Kathy Hogan, owner of several of Emile's haunts, learns to smell a bender coming. She empties Emile's pockets, sometimes 15 or 20 grand, takes the jewelry and the poodle and the mink so he doesn't lose them all. Four or five days later, when the wad of 100s that she let him keep is gone, he returns, groaning, "Mommy's gonna kill me! I think I got robbed," and she puts him in a cab with his cash and baubles and pooch and tells the cabbie not to dare stop anywhere--but Mommy's.

But he never lets his nightlife affect his training. He's still ready at the crack of dawn to run his five miles through the Catskills. Still brilliant enough as a boxer to win the world welterweight championship back from Luis Rodriguez, to jump in weight and take the world middleweight title from Dick Tiger, to retain it twice against Joey Archer, to lose it to Nino Benvenuti in 15 rounds and then win it back. Even with hell's engine house padlocked.

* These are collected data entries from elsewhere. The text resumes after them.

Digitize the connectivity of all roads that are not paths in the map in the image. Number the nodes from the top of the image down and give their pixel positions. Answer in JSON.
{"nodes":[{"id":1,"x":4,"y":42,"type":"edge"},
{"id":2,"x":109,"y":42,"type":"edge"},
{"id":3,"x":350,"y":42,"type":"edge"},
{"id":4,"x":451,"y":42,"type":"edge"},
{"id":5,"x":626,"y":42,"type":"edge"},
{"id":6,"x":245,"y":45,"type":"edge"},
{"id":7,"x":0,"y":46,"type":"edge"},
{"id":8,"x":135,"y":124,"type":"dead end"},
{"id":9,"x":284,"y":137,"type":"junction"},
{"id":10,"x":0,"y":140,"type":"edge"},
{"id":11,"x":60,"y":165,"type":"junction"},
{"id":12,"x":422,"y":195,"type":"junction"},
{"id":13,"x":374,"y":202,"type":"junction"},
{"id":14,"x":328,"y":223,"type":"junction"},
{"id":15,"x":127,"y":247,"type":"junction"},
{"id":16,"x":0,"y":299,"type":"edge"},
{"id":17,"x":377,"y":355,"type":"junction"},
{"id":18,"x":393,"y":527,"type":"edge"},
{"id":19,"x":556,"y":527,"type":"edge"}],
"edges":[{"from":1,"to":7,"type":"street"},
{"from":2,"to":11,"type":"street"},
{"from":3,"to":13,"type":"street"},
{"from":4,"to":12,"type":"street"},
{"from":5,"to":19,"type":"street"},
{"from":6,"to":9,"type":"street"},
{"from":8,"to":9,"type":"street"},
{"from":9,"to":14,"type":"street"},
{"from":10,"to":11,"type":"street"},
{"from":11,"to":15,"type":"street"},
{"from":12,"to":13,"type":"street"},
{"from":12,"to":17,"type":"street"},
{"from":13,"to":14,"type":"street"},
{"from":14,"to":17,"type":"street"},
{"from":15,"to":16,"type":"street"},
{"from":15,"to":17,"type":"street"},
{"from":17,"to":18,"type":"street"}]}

It's 1967. Mike Wallace concludes his groundbreaking 60 Minutes segment entitled "The Homosexuals" with these words: "The dilemma of the homosexual: told by the medical profession he is sick; by the law that he's a criminal; shunned by employers, rejected by heterosexual society. Incapable of a fulfilling relationship with a woman, or for that matter, with a man. At the center of his life, he remains anonymous. A displaced person. An outsider."

Emile flies to St. Thomas a few years later. He enters a bar named Bamboshay. He sees a 24-year-old knockout on the dance floor, a former member of a world-touring dance troupe named Prince Rupert and the Slave Girls. She's wearing blue hot pants. Emile's wearing brown hot pants. But, hey, it's 1971. Might just be disco fever. Emile and Mercedes (Sadie) Donastorg begin to do the bump at 11 p.m. They don't stop until 4 a.m. Dropping her off at her mother's house, he says, "Sadie, marry me."

She says, "What? Are you crazy? You don't even know me."